■ REQUIRED ACTION:
Each line of the data that includes the string "lane" is to be copied out.

INPUT DATA Block Start

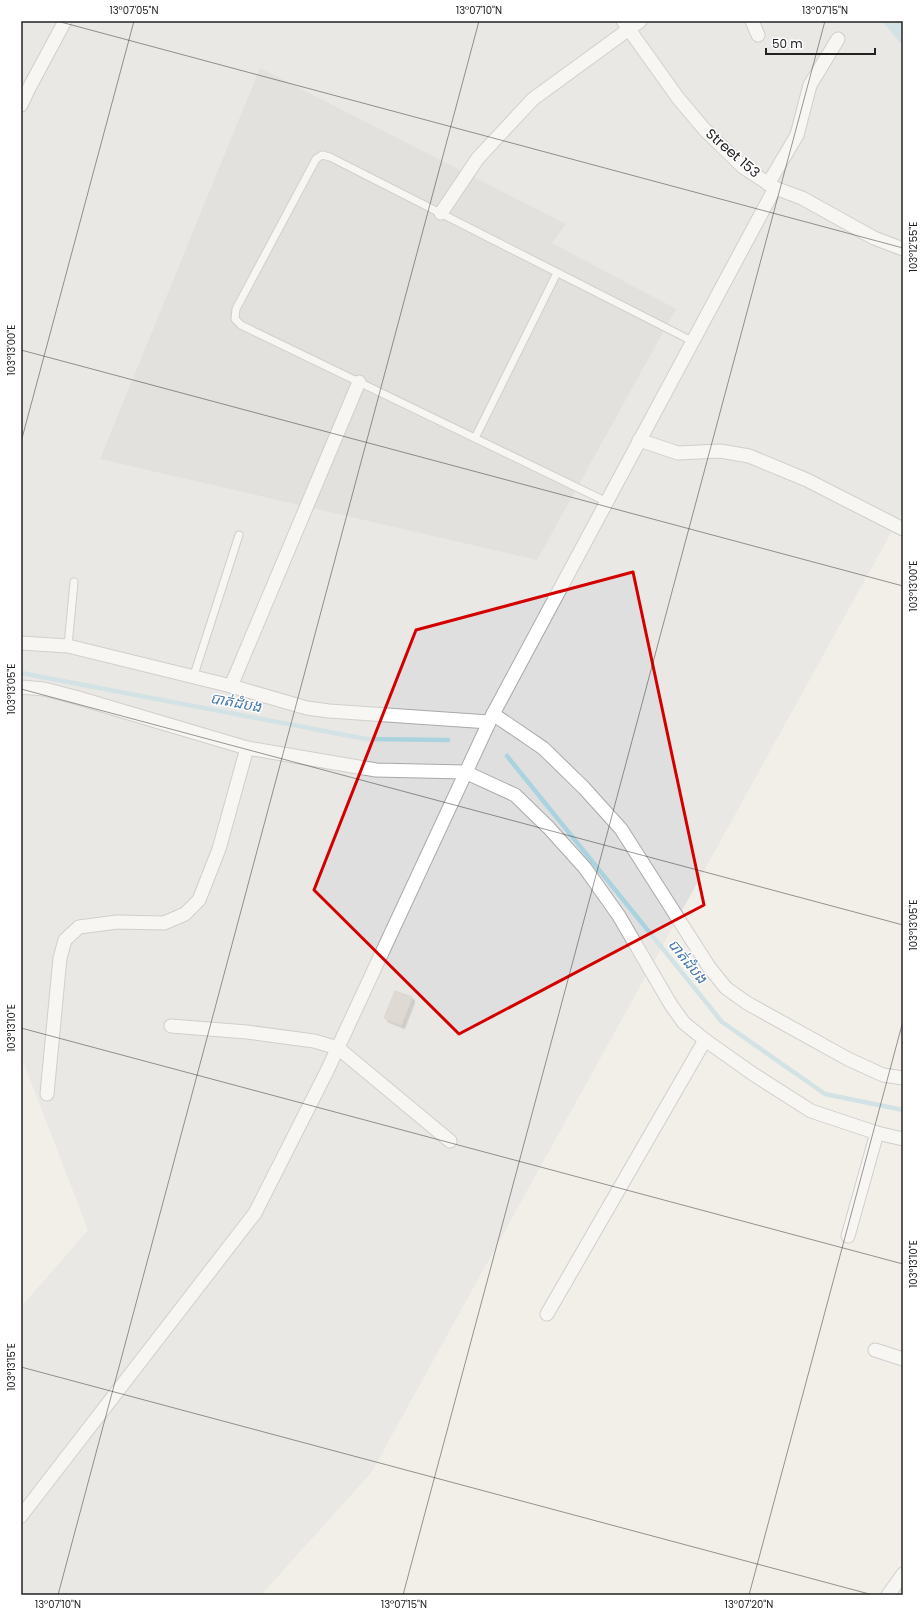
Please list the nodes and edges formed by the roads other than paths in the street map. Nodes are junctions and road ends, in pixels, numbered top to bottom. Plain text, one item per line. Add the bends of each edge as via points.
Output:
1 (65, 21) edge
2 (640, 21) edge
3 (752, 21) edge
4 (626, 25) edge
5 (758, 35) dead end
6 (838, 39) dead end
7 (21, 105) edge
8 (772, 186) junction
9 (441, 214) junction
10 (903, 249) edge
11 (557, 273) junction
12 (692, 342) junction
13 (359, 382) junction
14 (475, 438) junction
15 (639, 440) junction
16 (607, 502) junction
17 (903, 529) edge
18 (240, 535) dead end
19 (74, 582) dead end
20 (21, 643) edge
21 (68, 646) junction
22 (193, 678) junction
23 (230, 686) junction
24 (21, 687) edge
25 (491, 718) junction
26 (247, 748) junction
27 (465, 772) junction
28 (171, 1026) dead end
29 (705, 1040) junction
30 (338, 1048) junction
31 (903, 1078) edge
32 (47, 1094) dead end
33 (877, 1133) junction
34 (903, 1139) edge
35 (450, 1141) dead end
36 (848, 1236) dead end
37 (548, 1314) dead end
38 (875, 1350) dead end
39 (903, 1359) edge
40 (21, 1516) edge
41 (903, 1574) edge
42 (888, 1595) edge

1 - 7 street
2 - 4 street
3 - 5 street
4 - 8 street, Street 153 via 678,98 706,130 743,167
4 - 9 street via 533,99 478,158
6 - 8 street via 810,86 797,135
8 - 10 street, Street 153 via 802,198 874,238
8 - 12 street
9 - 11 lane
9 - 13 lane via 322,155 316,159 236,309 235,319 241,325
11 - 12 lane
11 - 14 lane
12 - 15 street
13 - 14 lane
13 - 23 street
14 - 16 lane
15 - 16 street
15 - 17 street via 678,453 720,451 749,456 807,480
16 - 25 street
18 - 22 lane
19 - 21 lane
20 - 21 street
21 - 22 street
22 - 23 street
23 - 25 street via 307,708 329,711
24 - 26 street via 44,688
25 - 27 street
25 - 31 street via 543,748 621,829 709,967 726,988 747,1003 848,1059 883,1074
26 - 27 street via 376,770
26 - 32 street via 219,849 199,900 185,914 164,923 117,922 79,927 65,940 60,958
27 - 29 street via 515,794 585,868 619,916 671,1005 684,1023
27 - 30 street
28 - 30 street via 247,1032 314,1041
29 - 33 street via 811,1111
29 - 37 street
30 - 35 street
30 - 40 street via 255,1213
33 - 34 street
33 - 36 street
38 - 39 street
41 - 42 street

INPUT DATA Block End

■ PROBLEM SOLUTION:
9 - 11 lane
9 - 13 lane via 322,155 316,159 236,309 235,319 241,325
11 - 12 lane
11 - 14 lane
13 - 14 lane
14 - 16 lane
18 - 22 lane
19 - 21 lane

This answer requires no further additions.